Sorularım ne zaman biter, özne o soruların içinden ne zaman çıkar, yine bilmiyorum. Hayatımın en büyük bilinmezlik havuzuna atladığımı bilmiyordum sıcak bir yaz günü. O havuza niye atladığımı da bilmiyorum. Çünkü ben havuzu sevmem.

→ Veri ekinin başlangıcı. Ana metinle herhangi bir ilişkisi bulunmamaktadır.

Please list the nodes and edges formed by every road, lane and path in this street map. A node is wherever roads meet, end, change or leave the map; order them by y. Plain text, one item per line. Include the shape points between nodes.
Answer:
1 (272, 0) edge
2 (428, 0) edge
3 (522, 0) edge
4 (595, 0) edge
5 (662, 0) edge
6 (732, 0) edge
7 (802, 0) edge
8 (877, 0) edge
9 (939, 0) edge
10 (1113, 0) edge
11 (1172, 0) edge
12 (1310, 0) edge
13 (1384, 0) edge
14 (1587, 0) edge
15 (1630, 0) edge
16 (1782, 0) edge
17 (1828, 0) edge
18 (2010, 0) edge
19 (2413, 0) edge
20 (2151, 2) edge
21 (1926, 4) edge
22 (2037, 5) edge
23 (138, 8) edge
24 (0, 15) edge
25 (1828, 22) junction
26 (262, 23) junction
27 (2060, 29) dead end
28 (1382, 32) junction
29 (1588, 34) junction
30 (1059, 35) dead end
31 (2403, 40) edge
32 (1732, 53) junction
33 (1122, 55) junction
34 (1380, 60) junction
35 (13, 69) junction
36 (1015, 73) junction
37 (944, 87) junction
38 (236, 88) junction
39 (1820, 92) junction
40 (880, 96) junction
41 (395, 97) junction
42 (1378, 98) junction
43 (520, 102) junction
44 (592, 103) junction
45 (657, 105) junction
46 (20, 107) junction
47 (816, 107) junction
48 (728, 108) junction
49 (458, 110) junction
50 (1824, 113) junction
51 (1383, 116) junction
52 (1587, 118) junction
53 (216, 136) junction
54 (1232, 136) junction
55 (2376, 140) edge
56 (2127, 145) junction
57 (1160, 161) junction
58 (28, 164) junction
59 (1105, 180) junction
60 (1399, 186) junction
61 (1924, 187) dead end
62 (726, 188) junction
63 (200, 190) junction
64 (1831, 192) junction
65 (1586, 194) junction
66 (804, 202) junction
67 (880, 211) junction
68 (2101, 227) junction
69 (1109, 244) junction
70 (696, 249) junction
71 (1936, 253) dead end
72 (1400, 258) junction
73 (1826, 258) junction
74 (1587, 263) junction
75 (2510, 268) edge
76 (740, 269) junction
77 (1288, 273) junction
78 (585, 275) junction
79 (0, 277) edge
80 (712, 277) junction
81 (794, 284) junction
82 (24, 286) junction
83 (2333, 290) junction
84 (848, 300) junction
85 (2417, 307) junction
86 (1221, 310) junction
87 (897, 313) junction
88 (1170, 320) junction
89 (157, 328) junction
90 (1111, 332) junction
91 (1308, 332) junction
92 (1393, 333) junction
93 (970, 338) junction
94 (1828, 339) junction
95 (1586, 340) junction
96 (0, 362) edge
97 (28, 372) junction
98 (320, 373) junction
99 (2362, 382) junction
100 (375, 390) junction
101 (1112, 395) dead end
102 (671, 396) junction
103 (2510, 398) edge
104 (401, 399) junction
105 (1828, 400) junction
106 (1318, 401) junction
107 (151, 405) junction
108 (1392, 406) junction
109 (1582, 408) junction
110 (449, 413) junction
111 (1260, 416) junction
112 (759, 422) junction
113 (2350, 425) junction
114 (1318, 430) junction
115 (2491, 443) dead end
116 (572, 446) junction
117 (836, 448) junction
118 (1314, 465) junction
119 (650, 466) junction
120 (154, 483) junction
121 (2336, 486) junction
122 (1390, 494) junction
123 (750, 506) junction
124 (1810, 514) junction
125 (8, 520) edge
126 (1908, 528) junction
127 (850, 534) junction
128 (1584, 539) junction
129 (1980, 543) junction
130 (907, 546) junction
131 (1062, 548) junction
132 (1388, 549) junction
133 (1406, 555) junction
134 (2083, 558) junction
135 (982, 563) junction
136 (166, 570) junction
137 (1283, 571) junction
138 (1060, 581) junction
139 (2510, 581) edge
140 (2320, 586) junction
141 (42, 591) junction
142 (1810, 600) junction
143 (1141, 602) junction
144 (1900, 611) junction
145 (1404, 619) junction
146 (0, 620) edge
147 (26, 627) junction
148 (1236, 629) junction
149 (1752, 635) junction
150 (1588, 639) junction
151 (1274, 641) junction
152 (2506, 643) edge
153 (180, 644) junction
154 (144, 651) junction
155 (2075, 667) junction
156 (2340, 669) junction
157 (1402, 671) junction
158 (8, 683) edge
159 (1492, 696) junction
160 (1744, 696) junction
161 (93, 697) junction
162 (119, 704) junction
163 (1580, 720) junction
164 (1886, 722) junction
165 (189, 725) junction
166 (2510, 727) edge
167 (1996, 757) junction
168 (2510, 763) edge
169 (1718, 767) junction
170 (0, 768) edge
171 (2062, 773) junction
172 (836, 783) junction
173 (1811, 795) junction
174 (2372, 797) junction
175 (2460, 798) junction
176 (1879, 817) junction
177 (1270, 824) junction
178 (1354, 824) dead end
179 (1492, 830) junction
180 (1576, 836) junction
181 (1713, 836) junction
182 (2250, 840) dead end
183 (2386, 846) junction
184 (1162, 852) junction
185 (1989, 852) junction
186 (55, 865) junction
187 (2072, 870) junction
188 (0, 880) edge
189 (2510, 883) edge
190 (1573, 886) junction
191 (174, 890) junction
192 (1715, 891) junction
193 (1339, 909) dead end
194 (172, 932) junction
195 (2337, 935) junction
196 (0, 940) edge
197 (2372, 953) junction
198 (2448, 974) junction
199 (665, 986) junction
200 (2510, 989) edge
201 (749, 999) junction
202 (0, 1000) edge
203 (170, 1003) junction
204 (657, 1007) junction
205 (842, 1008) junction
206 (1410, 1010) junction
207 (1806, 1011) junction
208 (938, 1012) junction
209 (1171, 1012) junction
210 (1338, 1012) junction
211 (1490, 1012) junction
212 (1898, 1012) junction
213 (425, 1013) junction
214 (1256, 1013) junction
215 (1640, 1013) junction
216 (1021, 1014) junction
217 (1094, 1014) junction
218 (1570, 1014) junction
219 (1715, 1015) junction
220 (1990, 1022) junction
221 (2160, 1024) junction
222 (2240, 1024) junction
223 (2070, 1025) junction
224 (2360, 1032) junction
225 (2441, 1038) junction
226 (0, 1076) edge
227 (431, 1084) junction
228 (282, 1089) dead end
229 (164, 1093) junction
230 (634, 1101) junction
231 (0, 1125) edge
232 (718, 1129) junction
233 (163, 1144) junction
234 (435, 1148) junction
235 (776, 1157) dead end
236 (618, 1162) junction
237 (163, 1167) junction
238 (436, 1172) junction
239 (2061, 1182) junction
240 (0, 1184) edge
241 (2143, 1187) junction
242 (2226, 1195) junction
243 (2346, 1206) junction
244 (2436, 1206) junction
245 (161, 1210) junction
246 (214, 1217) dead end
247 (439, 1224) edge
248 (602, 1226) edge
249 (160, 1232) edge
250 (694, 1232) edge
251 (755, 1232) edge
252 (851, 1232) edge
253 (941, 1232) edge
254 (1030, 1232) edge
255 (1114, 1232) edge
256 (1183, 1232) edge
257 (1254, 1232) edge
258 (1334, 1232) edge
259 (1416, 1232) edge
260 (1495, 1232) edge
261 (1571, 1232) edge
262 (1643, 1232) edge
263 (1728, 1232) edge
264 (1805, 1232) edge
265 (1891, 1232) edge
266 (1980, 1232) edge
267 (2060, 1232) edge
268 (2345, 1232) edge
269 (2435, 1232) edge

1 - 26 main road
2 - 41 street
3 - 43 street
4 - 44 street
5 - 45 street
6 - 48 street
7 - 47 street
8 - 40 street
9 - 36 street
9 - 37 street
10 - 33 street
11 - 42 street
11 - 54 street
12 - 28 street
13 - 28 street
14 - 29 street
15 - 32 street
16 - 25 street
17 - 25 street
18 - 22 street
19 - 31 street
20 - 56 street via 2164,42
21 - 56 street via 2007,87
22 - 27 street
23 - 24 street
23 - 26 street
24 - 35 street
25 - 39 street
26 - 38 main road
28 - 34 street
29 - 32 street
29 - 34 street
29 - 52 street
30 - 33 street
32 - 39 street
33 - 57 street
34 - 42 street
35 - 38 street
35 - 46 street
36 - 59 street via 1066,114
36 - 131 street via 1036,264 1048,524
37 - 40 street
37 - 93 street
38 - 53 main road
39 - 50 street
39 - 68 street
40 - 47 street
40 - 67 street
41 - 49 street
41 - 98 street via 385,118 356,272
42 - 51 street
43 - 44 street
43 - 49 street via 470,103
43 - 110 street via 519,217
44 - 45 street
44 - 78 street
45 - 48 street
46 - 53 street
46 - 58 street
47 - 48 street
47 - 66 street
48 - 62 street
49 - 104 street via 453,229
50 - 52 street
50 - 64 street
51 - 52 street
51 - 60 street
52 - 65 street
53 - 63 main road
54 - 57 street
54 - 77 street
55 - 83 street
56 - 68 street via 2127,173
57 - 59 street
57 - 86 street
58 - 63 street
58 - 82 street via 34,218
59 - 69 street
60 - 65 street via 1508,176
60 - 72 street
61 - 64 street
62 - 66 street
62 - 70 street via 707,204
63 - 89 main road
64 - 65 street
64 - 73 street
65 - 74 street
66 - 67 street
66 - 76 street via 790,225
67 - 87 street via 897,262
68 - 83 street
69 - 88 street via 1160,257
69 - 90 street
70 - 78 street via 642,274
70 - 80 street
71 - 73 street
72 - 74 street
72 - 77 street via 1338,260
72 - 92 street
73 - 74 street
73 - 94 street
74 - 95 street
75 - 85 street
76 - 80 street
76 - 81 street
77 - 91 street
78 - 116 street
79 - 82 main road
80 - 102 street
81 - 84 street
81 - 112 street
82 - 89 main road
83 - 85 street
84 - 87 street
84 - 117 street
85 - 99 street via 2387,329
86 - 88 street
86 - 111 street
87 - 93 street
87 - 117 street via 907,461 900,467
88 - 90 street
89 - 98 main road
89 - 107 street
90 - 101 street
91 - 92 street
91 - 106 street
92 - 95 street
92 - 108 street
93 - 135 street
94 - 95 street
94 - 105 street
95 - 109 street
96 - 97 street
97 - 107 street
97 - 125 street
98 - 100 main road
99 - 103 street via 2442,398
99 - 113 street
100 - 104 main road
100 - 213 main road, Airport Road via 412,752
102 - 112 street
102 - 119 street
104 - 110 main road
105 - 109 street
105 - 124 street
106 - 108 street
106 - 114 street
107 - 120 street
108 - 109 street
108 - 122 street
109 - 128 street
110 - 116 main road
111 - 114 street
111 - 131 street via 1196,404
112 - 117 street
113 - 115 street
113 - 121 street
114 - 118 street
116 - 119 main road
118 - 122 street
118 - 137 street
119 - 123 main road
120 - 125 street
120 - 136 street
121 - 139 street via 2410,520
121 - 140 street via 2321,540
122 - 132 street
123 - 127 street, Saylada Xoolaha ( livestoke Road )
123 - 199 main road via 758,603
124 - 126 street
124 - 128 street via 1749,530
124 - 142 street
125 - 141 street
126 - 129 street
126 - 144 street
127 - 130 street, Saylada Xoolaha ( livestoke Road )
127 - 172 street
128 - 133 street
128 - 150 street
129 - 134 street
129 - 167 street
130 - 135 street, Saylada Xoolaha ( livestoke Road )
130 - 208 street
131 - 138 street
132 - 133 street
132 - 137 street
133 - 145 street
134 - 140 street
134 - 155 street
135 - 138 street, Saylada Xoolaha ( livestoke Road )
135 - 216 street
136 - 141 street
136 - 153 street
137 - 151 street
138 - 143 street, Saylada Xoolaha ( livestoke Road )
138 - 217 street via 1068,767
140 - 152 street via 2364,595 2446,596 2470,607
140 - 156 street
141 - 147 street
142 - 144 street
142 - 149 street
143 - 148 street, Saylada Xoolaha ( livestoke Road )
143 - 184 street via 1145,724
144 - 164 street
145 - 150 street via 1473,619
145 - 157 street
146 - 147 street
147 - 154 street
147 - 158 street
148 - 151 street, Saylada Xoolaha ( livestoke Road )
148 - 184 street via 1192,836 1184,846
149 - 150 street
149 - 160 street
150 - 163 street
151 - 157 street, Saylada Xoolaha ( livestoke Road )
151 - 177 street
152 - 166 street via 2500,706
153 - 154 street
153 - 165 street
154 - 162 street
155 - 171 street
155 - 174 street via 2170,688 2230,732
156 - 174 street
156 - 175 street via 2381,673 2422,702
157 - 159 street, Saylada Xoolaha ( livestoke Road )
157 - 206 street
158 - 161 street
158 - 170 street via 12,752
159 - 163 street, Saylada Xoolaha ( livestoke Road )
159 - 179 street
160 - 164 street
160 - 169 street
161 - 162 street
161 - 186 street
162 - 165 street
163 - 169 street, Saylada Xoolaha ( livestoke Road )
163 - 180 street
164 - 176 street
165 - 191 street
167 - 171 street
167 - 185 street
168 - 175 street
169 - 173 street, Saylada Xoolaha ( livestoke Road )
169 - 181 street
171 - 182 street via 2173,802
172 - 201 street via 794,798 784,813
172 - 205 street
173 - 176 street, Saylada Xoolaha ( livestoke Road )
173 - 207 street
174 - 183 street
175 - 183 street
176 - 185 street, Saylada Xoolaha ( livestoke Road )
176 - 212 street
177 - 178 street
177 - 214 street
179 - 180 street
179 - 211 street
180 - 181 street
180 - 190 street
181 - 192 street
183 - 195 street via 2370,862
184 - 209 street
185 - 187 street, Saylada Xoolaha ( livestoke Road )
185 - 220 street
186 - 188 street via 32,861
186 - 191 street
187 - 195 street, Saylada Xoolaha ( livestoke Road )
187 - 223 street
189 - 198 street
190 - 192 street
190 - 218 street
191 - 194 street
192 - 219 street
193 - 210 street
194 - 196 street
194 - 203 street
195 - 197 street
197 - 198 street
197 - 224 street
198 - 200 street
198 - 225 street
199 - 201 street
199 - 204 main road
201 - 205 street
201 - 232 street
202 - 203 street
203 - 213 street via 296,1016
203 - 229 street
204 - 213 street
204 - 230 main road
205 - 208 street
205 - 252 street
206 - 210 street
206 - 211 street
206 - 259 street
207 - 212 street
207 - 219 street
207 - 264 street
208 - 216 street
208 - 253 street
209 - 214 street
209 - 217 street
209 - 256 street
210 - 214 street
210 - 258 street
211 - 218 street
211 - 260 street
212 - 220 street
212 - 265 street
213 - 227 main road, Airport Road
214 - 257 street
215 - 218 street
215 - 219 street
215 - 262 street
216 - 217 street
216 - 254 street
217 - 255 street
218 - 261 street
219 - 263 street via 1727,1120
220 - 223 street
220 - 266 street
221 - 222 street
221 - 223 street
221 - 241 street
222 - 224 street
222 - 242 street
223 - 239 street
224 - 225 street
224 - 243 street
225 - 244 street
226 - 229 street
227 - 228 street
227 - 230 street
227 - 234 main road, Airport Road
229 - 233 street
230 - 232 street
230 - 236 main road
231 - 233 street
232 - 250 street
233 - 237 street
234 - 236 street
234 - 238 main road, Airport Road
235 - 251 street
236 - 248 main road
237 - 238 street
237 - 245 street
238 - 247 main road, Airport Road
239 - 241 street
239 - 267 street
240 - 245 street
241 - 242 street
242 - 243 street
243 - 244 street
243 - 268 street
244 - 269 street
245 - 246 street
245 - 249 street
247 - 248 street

Çünkü denizin özgürlüğü var. Okyanusa kadar açılması var. İçinde binlerce güzellikler var. Dalgası var. Tuzu var. Kıyıdan açıldıkça kıyıyı özlemesi var. Zaman zaman kaybolma korkusu var. Geri dönememe korkusu var. Arandakiyle aranda kulaç kulaç mesafelerin olması var. Gemilerle yüzmesi var. Başka kıyılar,başka koylar keşfetmesi var..
Peki havuz ne ? Nereye kadar açılabilirsin ki ?
Havuzda açılmak yoktur, derine dalmak vardır. O da sınırlıdır. Nefesinin başlangıcındasındır ama derinliğin sonuna gelmişsindir. Ya da havuzun bir ucundan dalıp öbür ucundan çıkıp bunu kendine başarı saymışsındır yorgun nefesinle. Hep aynı köşelerde tutuna tutuna dinlenmekten,  dipteki mavi kareli taşlara bakmaktan miden bulanır bir süre sonra. Sıkışır kalırsın ve eğer o havuzdan çıkıp denize ulaşma şansın yoksa da kendi kendini boğarsın havuzun herhangi bir derinliğinde.
Benim bilinmezlik havuzumda öyleydi işte. Sadece kağıttan gemiler yüzdürebildim. Onu da su yırttı zamanla. Tuz değil, klor yaktı genzimi. Havuzumdaki dalgalar kendi öfkemdi ve en fazla karşı köşedeki taşları özleyebildim. Doya doya kulaç atamadım havuzumda. Sınırları vardı çünkü havuzumun. Yani denize, özgürlüğe ulaşan bir yolu yoktu benim havuzumun. Dibe dalıp o mavi kareleri söküp denize ulaşmayı çok istedim ama yetmedi gücüm, nefesim. Yetirtmedi sevdiğim adam. Ne onu çok sevmeme izin verdi ne de denize ulaşmama.
Havuz tek kişilikti ama deniz ikimize de yeterdi!